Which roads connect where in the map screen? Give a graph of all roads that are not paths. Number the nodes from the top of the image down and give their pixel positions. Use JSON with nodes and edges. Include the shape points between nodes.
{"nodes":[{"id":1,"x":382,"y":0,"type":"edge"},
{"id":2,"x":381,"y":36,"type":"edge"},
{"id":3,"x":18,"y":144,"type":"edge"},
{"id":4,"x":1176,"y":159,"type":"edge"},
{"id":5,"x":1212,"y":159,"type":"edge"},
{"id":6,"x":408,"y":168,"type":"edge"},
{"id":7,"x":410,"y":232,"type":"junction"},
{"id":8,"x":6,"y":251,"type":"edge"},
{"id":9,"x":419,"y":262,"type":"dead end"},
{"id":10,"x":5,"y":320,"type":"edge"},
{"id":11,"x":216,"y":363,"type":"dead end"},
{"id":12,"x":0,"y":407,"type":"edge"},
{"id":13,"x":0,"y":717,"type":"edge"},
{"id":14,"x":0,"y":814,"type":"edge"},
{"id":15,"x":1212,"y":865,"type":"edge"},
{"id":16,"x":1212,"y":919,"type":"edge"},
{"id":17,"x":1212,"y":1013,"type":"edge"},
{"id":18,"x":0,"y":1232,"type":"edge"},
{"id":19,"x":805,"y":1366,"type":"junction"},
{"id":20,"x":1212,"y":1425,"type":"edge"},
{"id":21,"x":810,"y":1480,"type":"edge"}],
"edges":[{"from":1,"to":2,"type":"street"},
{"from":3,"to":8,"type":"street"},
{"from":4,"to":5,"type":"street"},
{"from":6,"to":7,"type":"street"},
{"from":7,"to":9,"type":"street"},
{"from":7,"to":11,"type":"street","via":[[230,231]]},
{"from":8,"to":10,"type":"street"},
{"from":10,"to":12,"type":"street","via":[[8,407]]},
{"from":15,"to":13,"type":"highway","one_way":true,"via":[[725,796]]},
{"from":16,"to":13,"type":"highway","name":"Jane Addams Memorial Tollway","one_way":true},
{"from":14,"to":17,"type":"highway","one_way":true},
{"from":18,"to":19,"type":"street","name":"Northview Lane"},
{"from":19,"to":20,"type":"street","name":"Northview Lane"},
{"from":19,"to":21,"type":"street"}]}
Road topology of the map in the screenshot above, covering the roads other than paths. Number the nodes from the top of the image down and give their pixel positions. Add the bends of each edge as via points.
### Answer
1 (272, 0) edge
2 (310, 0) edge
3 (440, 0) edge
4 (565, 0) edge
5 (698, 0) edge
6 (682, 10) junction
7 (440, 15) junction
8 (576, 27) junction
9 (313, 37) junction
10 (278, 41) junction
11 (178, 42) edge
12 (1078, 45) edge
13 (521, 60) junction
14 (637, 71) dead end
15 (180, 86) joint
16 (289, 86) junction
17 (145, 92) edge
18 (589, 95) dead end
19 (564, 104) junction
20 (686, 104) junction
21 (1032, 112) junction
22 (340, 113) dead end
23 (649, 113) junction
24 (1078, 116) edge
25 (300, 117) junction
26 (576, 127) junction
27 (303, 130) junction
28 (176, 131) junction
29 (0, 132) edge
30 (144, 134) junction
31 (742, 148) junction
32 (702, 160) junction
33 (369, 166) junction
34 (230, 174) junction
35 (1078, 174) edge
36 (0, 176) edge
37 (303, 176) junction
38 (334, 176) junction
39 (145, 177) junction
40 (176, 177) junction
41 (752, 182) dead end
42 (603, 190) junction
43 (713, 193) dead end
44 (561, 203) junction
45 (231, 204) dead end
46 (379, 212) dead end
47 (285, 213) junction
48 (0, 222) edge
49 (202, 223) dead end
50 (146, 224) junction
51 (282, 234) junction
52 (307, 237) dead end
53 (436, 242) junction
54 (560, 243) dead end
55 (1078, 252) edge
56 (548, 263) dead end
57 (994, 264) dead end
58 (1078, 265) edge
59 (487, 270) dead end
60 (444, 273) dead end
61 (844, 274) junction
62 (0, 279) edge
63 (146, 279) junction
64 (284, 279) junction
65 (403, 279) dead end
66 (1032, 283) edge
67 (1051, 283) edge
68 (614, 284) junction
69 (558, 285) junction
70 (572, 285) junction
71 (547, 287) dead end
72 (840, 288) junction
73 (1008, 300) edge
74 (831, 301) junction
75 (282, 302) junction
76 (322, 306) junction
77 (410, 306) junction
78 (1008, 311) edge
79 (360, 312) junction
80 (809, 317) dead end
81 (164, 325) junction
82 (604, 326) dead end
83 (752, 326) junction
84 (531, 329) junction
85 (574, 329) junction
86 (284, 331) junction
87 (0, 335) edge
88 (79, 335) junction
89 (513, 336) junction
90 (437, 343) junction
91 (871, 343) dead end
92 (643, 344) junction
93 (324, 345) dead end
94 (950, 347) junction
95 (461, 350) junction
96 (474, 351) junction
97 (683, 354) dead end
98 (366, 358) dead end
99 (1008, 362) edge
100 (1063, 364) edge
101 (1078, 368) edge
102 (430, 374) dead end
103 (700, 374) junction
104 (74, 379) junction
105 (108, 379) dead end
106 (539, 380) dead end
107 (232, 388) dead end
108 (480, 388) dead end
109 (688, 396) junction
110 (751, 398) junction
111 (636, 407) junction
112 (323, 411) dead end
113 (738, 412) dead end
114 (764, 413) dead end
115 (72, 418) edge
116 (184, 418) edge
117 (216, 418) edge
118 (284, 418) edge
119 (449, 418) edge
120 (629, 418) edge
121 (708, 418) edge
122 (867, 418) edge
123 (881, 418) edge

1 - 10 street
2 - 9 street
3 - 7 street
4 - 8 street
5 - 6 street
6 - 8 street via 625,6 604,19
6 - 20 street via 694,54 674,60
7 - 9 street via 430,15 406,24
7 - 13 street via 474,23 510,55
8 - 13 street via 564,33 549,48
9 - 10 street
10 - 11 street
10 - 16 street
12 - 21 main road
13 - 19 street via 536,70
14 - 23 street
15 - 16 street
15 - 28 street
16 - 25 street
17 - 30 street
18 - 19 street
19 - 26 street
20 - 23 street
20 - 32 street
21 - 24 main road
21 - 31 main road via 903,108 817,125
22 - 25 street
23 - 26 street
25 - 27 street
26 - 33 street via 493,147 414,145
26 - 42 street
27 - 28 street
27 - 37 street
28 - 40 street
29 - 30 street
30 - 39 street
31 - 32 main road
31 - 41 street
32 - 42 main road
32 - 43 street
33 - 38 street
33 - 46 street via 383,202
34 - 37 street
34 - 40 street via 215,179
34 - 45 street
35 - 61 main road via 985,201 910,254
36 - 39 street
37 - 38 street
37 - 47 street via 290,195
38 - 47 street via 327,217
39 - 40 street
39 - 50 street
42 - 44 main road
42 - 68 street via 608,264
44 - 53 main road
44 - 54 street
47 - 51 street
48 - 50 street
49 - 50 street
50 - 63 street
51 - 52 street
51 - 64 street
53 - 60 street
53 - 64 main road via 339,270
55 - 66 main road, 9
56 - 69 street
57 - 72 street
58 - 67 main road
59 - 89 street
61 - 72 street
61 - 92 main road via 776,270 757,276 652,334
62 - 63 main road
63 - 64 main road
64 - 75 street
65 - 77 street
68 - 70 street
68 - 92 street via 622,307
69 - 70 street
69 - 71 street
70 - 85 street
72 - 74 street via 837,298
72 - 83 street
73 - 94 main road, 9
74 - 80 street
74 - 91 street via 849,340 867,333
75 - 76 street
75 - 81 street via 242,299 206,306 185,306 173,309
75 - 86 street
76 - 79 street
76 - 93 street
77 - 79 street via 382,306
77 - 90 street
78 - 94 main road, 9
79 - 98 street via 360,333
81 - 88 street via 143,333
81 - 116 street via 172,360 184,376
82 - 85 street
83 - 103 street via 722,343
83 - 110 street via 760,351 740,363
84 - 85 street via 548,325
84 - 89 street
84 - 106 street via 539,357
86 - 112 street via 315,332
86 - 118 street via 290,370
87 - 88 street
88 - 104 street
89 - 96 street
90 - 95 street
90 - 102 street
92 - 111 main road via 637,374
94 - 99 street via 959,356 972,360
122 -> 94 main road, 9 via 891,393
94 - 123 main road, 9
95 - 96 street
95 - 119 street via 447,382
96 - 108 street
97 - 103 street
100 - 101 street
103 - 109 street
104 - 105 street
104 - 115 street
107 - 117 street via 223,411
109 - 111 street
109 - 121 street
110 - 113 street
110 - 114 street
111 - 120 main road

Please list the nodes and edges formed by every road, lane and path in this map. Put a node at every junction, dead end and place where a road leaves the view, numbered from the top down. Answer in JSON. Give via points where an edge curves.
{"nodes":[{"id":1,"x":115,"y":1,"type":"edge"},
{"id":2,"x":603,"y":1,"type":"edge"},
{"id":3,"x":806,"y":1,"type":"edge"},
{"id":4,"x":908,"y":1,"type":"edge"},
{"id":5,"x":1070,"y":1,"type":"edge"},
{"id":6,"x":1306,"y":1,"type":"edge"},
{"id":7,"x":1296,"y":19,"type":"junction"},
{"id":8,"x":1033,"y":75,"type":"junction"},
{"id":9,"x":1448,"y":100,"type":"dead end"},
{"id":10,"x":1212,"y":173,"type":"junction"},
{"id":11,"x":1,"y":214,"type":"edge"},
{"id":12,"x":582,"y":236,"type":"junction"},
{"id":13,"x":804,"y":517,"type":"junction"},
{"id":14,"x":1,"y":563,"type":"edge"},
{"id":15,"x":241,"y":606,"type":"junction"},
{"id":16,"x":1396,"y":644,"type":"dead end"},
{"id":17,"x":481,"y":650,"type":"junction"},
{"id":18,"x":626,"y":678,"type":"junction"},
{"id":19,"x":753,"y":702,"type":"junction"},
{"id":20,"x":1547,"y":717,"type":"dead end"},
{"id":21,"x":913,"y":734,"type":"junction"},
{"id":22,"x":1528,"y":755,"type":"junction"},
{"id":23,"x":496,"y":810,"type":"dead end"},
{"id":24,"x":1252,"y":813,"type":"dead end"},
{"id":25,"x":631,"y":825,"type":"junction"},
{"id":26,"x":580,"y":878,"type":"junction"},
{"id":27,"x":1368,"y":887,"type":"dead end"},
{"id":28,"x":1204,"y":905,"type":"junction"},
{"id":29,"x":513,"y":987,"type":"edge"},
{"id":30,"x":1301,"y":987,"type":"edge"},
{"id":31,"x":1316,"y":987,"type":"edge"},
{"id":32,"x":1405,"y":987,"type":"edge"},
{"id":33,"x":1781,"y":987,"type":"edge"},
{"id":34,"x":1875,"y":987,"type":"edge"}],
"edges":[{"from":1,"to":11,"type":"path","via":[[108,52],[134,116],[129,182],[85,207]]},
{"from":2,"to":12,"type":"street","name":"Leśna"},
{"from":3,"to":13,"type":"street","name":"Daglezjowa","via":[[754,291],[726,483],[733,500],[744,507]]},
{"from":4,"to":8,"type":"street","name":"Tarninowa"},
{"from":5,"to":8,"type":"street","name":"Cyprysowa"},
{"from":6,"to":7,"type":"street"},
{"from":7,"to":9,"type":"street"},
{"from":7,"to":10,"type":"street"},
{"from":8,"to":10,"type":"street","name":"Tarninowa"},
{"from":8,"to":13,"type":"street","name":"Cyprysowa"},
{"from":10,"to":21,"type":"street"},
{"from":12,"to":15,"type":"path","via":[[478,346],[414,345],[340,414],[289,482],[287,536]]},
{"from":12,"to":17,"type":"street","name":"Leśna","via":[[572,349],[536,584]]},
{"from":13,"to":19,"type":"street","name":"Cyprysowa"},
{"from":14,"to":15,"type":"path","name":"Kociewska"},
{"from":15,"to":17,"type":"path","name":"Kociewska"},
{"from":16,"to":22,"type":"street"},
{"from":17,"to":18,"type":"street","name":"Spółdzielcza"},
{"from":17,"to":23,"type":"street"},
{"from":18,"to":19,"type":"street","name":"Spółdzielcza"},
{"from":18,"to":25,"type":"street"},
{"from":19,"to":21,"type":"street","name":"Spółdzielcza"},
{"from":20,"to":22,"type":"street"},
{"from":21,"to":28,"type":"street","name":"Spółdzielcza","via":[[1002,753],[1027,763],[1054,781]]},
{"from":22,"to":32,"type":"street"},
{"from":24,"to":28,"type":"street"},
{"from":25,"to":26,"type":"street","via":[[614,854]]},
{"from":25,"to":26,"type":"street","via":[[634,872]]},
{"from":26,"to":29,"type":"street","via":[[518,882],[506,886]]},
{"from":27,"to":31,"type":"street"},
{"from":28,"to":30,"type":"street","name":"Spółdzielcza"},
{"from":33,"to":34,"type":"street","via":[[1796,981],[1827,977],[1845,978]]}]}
◆ ◆ ◆
Above are the records. Copy every line in them holding "true".

- [Your solution]
{"from":15,"to":13,"type":"highway","one_way":true,"via":[[725,796]]},
{"from":16,"to":13,"type":"highway","name":"Jane Addams Memorial Tollway","one_way":true},
{"from":14,"to":17,"type":"highway","one_way":true},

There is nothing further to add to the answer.